Assignment: Your answer should be a single number: the count of lines in the records below containing the word "Danae".
---------- Records shown ----------
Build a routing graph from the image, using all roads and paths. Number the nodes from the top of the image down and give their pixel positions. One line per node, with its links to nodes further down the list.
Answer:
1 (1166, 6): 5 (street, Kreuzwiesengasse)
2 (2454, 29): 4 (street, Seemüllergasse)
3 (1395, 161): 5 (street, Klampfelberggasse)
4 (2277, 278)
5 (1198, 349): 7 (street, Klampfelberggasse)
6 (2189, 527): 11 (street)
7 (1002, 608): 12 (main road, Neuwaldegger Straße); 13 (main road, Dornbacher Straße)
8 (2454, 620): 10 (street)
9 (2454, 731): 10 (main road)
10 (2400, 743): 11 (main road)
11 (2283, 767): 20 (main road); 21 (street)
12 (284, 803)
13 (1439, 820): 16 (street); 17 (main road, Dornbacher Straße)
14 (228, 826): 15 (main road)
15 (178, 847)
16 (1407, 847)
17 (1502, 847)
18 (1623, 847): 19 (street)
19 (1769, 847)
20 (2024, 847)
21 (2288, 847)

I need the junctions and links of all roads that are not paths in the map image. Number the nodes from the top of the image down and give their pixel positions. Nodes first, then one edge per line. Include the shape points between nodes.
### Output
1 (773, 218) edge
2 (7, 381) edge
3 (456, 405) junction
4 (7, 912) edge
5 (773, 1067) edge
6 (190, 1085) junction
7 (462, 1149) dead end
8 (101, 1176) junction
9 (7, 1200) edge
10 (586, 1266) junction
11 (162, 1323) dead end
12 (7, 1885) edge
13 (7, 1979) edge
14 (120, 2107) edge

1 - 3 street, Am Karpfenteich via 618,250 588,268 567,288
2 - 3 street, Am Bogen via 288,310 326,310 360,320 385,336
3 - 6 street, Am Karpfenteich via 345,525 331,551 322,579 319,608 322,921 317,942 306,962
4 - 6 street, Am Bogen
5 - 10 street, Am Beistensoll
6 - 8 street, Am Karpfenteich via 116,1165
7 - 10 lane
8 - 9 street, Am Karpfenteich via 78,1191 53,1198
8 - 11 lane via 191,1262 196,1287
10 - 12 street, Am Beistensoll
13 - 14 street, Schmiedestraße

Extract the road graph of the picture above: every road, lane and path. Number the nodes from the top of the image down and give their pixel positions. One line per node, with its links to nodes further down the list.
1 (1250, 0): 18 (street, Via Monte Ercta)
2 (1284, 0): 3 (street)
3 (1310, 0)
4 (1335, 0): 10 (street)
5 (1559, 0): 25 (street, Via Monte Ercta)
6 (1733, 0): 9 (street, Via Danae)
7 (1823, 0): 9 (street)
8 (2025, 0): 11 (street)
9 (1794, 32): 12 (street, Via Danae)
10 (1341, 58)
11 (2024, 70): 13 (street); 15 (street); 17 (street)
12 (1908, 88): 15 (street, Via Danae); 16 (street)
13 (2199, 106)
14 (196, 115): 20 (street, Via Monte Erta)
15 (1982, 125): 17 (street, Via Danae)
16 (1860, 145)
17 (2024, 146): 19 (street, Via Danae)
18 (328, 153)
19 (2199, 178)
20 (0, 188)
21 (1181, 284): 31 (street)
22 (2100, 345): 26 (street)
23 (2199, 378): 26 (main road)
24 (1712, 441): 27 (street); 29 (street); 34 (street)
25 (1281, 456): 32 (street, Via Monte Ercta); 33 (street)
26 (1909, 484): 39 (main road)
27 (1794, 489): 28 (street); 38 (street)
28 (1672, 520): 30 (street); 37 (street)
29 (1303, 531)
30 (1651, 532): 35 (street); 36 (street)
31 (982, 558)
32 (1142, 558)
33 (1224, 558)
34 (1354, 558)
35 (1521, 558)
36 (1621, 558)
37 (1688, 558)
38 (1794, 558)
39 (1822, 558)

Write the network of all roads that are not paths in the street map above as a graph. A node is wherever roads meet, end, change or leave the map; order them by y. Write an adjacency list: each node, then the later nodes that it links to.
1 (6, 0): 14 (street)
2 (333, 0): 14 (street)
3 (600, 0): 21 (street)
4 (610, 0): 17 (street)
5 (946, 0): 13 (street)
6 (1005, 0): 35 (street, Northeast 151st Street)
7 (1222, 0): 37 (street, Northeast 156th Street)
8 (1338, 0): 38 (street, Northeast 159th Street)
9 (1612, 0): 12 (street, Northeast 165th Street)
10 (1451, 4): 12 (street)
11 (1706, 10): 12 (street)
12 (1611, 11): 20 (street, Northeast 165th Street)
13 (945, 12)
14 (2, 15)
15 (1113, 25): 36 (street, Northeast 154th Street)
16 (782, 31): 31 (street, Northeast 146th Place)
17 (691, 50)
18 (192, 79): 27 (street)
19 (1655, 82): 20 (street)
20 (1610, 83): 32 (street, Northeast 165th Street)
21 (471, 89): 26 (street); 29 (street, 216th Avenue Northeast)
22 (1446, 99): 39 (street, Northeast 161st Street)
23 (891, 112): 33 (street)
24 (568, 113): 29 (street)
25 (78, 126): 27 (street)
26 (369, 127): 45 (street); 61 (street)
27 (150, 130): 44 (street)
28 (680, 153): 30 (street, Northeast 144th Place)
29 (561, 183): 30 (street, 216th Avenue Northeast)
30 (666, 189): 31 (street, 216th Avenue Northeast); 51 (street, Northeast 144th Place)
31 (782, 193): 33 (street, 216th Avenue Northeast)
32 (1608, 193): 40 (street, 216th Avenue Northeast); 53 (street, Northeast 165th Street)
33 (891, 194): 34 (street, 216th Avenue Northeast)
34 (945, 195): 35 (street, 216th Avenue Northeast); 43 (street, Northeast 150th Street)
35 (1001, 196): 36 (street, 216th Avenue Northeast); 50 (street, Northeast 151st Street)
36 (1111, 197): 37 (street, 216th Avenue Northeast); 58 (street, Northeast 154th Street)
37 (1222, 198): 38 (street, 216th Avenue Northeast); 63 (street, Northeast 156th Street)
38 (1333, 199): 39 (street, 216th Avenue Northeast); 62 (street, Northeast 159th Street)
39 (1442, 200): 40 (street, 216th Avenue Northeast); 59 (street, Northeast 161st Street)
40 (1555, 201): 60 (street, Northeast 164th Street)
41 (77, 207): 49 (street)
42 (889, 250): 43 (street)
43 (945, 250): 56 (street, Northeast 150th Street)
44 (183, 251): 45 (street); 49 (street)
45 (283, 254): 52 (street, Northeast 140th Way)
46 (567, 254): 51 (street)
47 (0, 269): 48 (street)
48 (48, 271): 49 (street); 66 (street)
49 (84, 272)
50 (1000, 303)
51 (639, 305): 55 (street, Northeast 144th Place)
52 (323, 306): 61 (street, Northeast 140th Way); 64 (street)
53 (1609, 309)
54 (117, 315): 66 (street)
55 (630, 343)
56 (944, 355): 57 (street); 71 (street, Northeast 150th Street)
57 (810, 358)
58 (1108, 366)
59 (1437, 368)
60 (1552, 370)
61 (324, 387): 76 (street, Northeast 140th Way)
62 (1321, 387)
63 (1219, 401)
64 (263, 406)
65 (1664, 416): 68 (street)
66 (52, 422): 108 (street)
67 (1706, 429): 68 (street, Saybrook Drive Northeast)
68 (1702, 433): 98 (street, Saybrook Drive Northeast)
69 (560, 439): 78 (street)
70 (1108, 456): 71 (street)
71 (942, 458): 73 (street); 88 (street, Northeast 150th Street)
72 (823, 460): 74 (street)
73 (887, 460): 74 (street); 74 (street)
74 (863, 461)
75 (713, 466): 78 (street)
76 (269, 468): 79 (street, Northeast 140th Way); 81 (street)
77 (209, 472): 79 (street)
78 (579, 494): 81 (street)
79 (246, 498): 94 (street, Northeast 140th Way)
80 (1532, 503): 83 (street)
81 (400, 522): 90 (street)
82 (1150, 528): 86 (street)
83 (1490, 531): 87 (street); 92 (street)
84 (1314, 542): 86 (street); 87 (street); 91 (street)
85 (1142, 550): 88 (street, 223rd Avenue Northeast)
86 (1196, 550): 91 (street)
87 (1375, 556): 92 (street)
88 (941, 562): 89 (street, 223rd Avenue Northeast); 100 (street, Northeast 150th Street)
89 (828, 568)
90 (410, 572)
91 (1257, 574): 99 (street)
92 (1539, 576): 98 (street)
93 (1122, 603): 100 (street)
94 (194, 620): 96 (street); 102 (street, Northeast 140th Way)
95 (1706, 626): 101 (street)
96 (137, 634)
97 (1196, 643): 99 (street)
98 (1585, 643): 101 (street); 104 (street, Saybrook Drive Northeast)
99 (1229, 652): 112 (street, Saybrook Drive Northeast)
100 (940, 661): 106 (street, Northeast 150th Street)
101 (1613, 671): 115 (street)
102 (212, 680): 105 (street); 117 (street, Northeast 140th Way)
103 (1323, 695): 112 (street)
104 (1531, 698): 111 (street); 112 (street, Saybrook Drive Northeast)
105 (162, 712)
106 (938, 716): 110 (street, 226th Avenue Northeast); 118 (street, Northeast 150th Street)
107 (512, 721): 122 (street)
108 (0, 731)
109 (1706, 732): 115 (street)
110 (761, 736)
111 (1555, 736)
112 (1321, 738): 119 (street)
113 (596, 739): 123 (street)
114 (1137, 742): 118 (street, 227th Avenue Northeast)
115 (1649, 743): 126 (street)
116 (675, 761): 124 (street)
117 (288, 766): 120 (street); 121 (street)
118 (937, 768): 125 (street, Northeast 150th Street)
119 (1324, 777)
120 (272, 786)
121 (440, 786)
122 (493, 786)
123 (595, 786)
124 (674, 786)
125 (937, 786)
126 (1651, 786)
----------
Output below: 5